§ **What this task involves**:
A faithful copy is required. Print each line of the data exactly and omit the pictures.

::: Data for this exercise :::

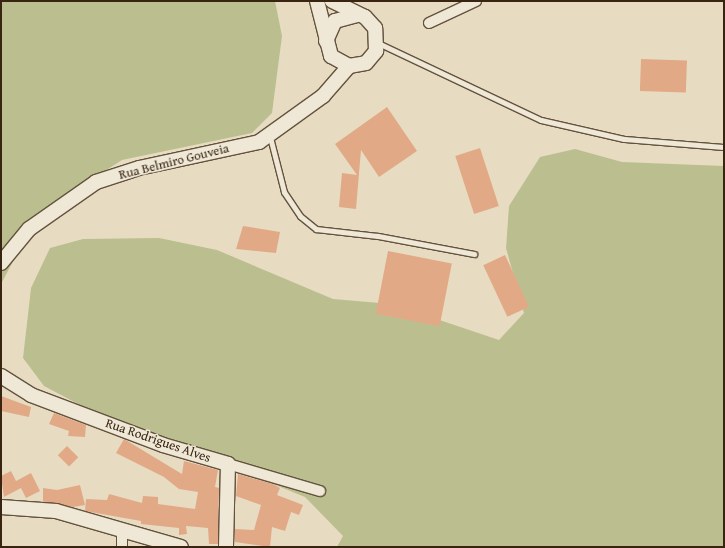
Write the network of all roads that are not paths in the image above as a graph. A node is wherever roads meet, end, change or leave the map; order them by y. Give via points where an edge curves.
1 (317, 1) edge
2 (332, 1) edge
3 (476, 1) edge
4 (357, 15) junction
5 (429, 23) dead end
6 (326, 41) junction
7 (378, 44) junction
8 (349, 66) junction
9 (270, 136) junction
10 (724, 146) edge
11 (474, 254) dead end
12 (1, 263) edge
13 (1, 376) edge
14 (228, 464) junction
15 (320, 491) dead end
16 (1, 507) edge
17 (122, 529) junction
18 (122, 547) edge
19 (181, 547) edge
20 (226, 547) edge

1 - 6 street
2 - 4 street
3 - 5 street
4 - 6 street via 335,20
4 - 7 street via 371,22
6 - 8 street via 331,56
7 - 8 street via 366,63
7 - 10 lane via 541,120 624,139
8 - 9 street, Rua Belmiro Gouveia via 337,84
9 - 11 lane via 284,192 300,216 316,229 378,236
9 - 12 street, Rua Belmiro Gouveia via 260,142 139,168 96,182 29,229
13 - 14 street, Rua Rodrigues Alves via 31,395 163,445
14 - 15 street, Rua Rodrigues Alves
14 - 20 street
16 - 17 street via 56,511
17 - 18 street
17 - 19 street

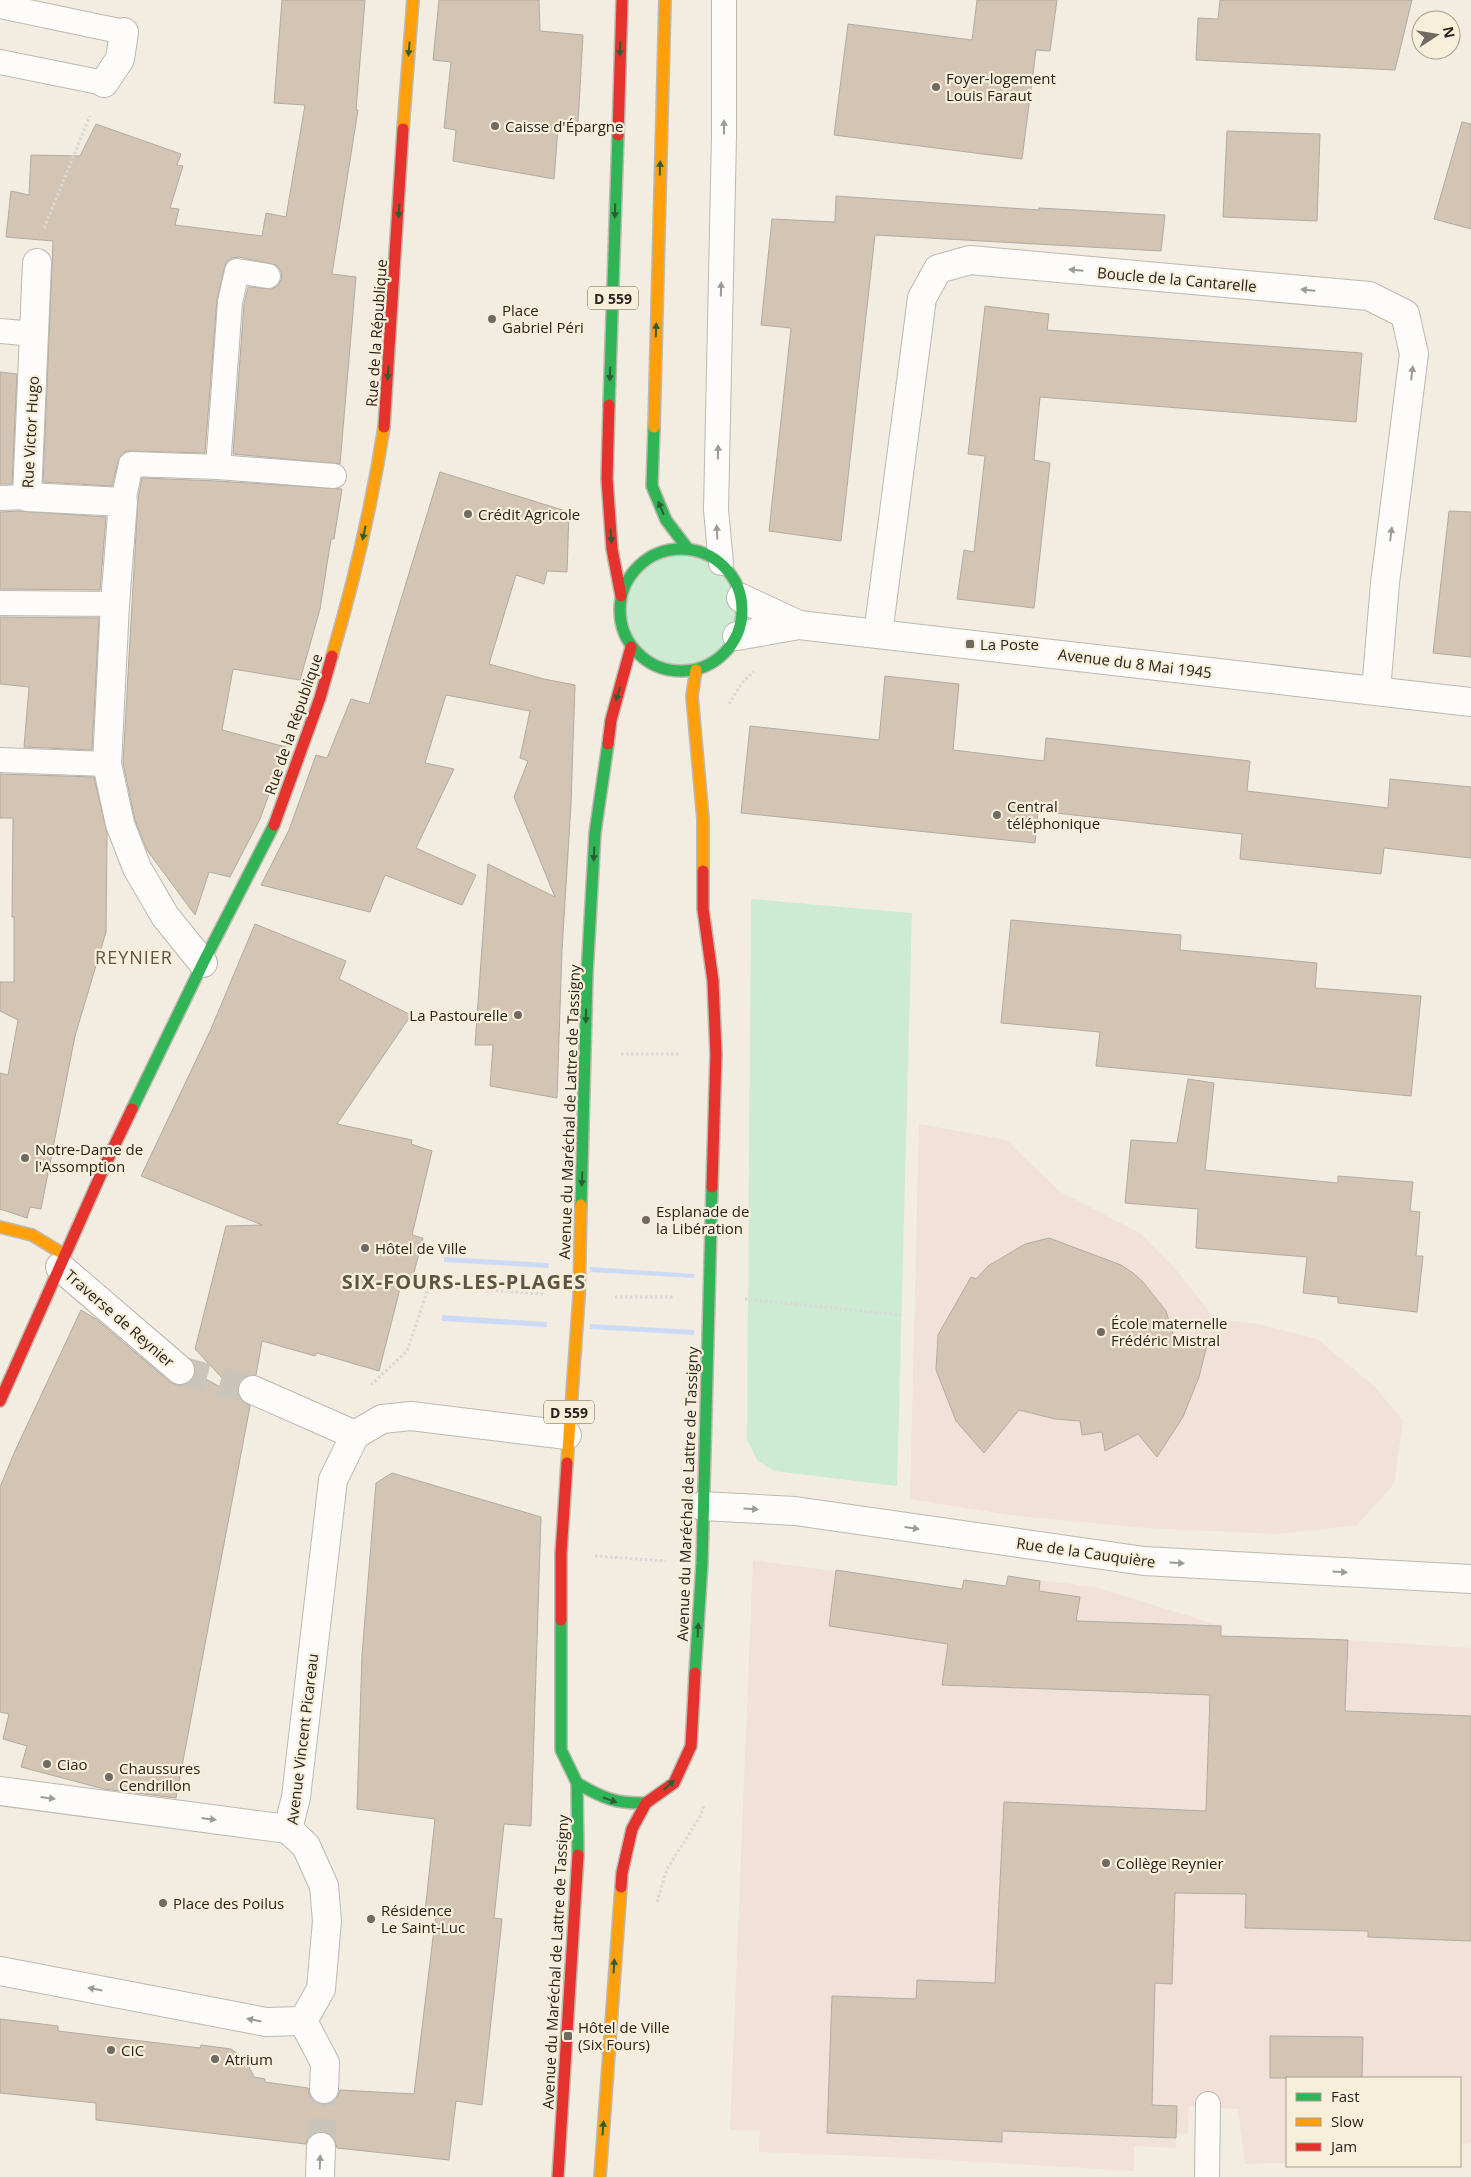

:::

§ **Written response**:
Write the network of all roads that are not paths in the image above as a graph. A node is wherever roads meet, end, change or leave the map; order them by y. Give via points where an edge curves.
1 (317, 1) edge
2 (332, 1) edge
3 (476, 1) edge
4 (357, 15) junction
5 (429, 23) dead end
6 (326, 41) junction
7 (378, 44) junction
8 (349, 66) junction
9 (270, 136) junction
10 (724, 146) edge
11 (474, 254) dead end
12 (1, 263) edge
13 (1, 376) edge
14 (228, 464) junction
15 (320, 491) dead end
16 (1, 507) edge
17 (122, 529) junction
18 (122, 547) edge
19 (181, 547) edge
20 (226, 547) edge

1 - 6 street
2 - 4 street
3 - 5 street
4 - 6 street via 335,20
4 - 7 street via 371,22
6 - 8 street via 331,56
7 - 8 street via 366,63
7 - 10 lane via 541,120 624,139
8 - 9 street, Rua Belmiro Gouveia via 337,84
9 - 11 lane via 284,192 300,216 316,229 378,236
9 - 12 street, Rua Belmiro Gouveia via 260,142 139,168 96,182 29,229
13 - 14 street, Rua Rodrigues Alves via 31,395 163,445
14 - 15 street, Rua Rodrigues Alves
14 - 20 street
16 - 17 street via 56,511
17 - 18 street
17 - 19 street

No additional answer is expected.